Table 2: Cycle characteristics and the treatment outcomes of the groups
With Pearson correlations, ‘duration of GnRH-ant use’ did not show a significant correlation with implantation or with the oocyte quality parameters (NOR, NMO, number of fertilized oocytes). Neither the duration of GnRH-ant nor the length of ovarian stimulation were predictors of implantation in regression analysis.
Discussion
The quality of oocytes12-15 and embryos16 are among the most significant factors determining the success of an IVF treatment. Increased cytoplasmic abnormalities in the retrieved oocytes, lower rate of zygotes showing normal pronuclear morphology and, higher rate of embryos on day 2 with an increased number of blastomeres were reported in GnRH-ant cycles17. In our study we did not observe any relation between antagonist duration and oocyte and embryo quality. Blastocyst development did not show significant difference according to antagonist duration, but in group2 blastocyst transfer percentage was higher than group 1 and 3. This difference could not be attributed to only antagonist duration, because embryo development is a multifactorial process.
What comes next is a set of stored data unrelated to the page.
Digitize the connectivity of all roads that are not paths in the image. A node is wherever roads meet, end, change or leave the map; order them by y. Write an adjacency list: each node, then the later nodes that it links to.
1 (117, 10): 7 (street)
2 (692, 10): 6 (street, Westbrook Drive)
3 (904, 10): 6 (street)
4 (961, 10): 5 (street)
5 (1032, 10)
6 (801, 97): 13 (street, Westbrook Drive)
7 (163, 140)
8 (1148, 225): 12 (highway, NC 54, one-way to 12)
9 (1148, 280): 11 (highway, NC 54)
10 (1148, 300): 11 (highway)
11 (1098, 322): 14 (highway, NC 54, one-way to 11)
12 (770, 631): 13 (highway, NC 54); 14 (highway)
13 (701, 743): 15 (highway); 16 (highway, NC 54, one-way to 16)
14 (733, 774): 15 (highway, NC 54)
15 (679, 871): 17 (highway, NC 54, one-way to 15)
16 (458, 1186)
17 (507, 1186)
GnRH-ant did not show any difference in terms of follicular growth, the maturity of the oocytes, embryo quality, implantation, clinical pregnancy, ongoing pregnancy and miscarriage rates when compared to GnRH agonists18. Ovarian stimulation response of GnRH-ant cycles were not inferior to agonist cycles, thus the reduced embryo implantation and pregnancy rates could be the result of possible deteriorating effects on the endometrium19. The endometrial thickness on the day of hCG administration < 9.8 mm in GnRH-ant cycles was reported to be inversely related to the early pregnancy loss20. In our study we did not observe any detrimental effect of antagonist duration on endometrial thickness. Early pregnancy loss was reported to be significantly higher after day 3 single embryo transfer than after day 5 single blastocyst transfer in GnRH-ant stimulated IVF cycles and this result might be explained with asynchronization between endometrium and cleavage-stage embryos21. In our study we also observed increased abortion rate for day 3 embryo transfer (29%) compared to day 5 embryo transfer (23%). It was also reported that the achievement of ongoing pregnancy in frozen embryo transfer cycles was not affected from the duration of GnRH-ant administration in the fresh cycle22.
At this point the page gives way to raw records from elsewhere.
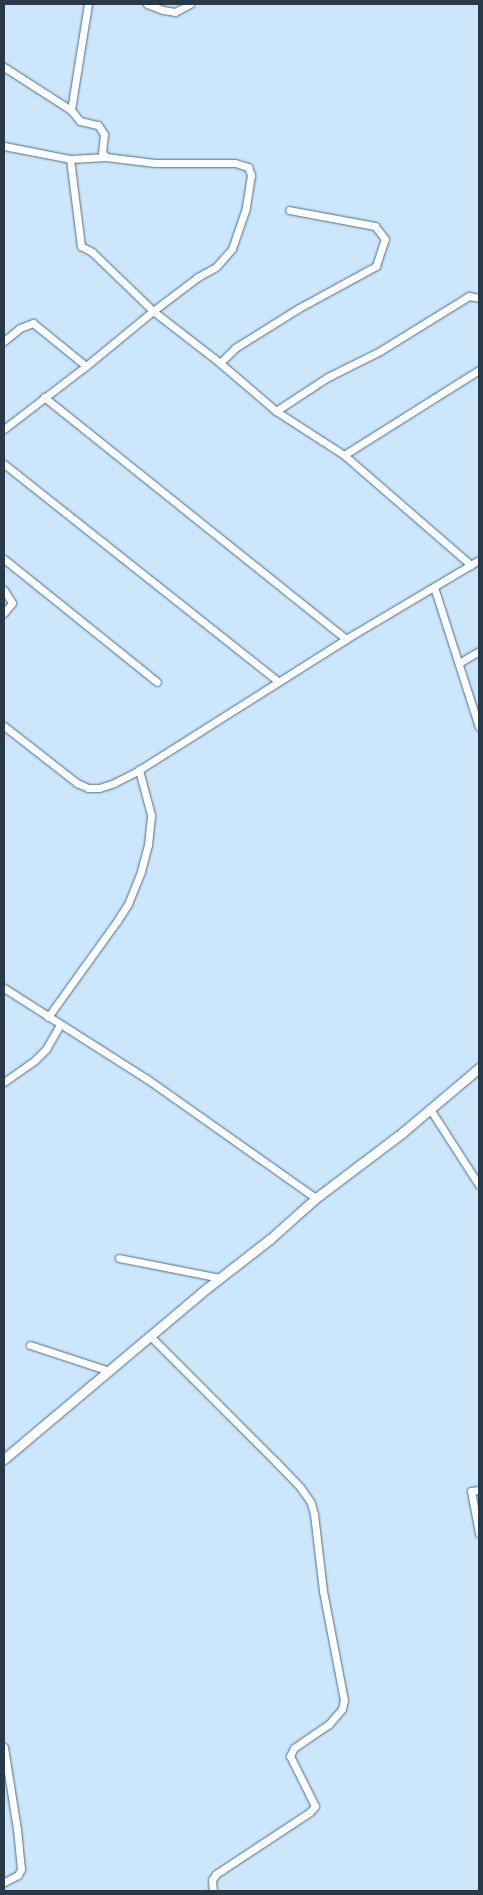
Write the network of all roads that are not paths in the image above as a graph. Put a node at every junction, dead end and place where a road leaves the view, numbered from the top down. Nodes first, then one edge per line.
1 (88, 4) edge
2 (147, 4) edge
3 (190, 4) edge
4 (4, 67) edge
5 (71, 110) junction
6 (4, 146) edge
7 (106, 157) junction
8 (70, 159) junction
9 (289, 210) dead end
10 (479, 298) edge
11 (153, 311) junction
12 (4, 341) edge
13 (220, 363) junction
14 (86, 366) junction
15 (479, 370) edge
16 (44, 397) junction
17 (276, 411) junction
18 (4, 429) edge
19 (344, 455) junction
20 (4, 464) edge
21 (4, 559) edge
22 (479, 560) edge
23 (471, 565) junction
24 (434, 587) junction
25 (4, 590) edge
26 (4, 613) edge
27 (346, 639) junction
28 (479, 651) edge
29 (459, 663) junction
30 (278, 681) junction
31 (157, 682) dead end
32 (4, 726) edge
33 (479, 727) edge
34 (139, 770) junction
35 (4, 988) edge
36 (48, 1017) junction
37 (60, 1025) junction
38 (479, 1068) edge
39 (4, 1082) edge
40 (430, 1109) junction
41 (479, 1185) edge
42 (316, 1198) junction
43 (119, 1258) dead end
44 (220, 1278) junction
45 (150, 1336) junction
46 (30, 1345) dead end
47 (109, 1371) junction
48 (4, 1460) edge
49 (479, 1490) edge
50 (479, 1533) edge
51 (4, 1747) edge
52 (4, 1882) edge
53 (213, 1891) edge

1 - 5 street
2 - 3 street
4 - 5 street
5 - 7 street
6 - 8 street
7 - 8 street
7 - 11 street
8 - 11 street
9 - 13 street
10 - 17 street
11 - 13 street
11 - 14 street
12 - 14 street
13 - 17 street
14 - 16 street
15 - 19 street
16 - 18 street
16 - 27 street
17 - 19 street
19 - 23 street
20 - 30 street
21 - 31 street
22 - 23 street
23 - 24 street
24 - 27 street
24 - 29 street
25 - 26 street
27 - 30 street
28 - 29 street
29 - 33 street
30 - 34 street
32 - 34 street
34 - 36 street
35 - 36 street
36 - 37 street
37 - 39 street
37 - 42 street
38 - 40 street
40 - 41 street
40 - 42 street
42 - 44 street
43 - 44 street
44 - 45 street
45 - 47 street
45 - 53 street
46 - 47 street
47 - 48 street
49 - 50 street
51 - 52 street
The hyper-responder patient’s duration of stimulation was longer than of normo- and hypo-responders. This duration was correlated with antagonist administration. It could not be thought that longer antagonist administration improved the ovarian response. Higher estradiol levels and more retrieved oocytes were the result of ovarian reserve. In this study, we used two different kind of gonadotrophins and GnRH antagonists. This difference may have influence on our results. We demonstrated that longer GnRH-ant use was associated with higher estradiol levels, increased numbers of total and mature oocytes retrieved, but had no effect on fertilization rate, implantation rate or pregnancy results. In conclusion we thought that longer GnRH-ant use did not have a detrimental effect on IVF outcome.